Colonized first by the Portuguese around 1512, Pulau Run (pulau means "island" in Indonesian) is taken by the English around 1605 with the neighboring island of Ai. They covet the precious nutmeg of which I spoke to you above, for their British East India Company.
It obviously does not please the Dutch who, at the time, want to establish in the Indian Ocean the monopoly of their own company, the Dutch East India Company (VOC), on the lucrative trade in spices and nutmeg in particular.
It's a long and bloody story ... I make it short: the Dutch, who managed to evict the Portuguese from the archipelago of Banda, impose their domination by slaughtering the islanders in 1621. But the English resist and still hold Run and Ai.
Finally, the English will retreat, but not without negotiation. The spell of Run is sealed by the Treaty of Breda, signed in 1667. Pulau Run is ceded to Holland, and in exchange England receives a distant islet, located in the Americas, in what was then the New Amsterdam: Manhattan!
Yes ... It was difficult to imagine, at the time, the development that Manhattan would experience in the following centuries, to become the city of New York that we know today.
To learn more about the turbulent history of the Banda Islands (old and recent), I refer you to this fascinating and very complete story, written for the site "Bali Autrement" by the anthropologist Franck Michel, great specialist of Asia : → The Banda Islands, a rudely coveted archipelago
A lost archipelago
When our little group is about to leave Banda Neira to return to the WaowWet in the bay, the rusty ship of the Pelni, the Indonesian ferry company, has just arrived.

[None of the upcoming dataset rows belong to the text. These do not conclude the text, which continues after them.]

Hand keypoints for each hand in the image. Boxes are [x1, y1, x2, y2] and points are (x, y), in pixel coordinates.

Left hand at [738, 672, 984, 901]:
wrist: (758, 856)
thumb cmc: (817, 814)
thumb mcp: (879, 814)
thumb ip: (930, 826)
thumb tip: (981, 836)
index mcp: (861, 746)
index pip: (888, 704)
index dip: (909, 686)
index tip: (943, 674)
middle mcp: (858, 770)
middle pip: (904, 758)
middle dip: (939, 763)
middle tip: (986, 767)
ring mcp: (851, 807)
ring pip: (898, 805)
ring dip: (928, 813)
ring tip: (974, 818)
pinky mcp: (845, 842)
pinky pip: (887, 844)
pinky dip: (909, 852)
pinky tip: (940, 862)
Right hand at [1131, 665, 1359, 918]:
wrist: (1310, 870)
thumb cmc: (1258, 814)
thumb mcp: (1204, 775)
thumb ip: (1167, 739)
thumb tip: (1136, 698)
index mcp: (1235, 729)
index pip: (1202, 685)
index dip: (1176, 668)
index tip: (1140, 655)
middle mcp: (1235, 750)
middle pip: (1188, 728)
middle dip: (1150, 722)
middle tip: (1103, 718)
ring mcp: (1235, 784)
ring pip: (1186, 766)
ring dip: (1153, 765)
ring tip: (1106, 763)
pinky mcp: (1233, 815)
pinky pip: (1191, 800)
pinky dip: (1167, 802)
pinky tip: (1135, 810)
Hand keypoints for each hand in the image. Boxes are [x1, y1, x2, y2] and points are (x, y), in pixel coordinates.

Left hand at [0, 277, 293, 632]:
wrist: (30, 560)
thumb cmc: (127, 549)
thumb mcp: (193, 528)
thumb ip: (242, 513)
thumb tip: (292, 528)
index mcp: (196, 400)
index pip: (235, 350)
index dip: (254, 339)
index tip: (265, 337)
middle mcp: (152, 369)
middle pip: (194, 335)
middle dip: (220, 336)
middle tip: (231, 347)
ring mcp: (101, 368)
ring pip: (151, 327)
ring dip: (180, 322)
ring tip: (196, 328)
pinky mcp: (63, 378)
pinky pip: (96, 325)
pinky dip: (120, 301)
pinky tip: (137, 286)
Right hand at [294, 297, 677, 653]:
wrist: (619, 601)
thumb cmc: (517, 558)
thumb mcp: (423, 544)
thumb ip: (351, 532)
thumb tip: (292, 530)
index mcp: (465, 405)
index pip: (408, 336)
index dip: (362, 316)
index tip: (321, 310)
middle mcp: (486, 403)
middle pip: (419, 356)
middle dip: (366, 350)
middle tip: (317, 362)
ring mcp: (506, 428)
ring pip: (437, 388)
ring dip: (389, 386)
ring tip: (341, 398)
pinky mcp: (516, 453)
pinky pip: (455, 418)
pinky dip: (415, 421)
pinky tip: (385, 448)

Suddenly, it is the crowd of great days in the village, still asleep and almost desert an hour earlier.
The street vendors have set up their stalls in the street leading to the pier - fish, spices, fruits and vegetables ... Quantity of goods are loaded and unloaded from the huge ferry, in a rush more organized than it is the air. It screams, it's jostling, there's a constant back and forth of carriers, motorcycles, people ...
As in all the isolated islands, the arrival of the boat which ensures regular connections with the rest of the world is an event. A real "life line" for islanders. As our appendix moves away, I contemplate, dreamily, all this agitation on the platform, thinking of Magellan, the great navigators of yesteryear and the countless Anglo-Dutch wars for the control of commercial shipping routes.
The spice route once made the Moluccas and Banda Islands famous. Westerners have forgotten them a little today. They attract only a few travelers, curious to get off the beaten track, and some privileged divers ...
I was the guest of Waow from October 27 to November 8, 2015, for this diving cruise called "Secrets of Seram". All opinions expressed here remain 100% mine.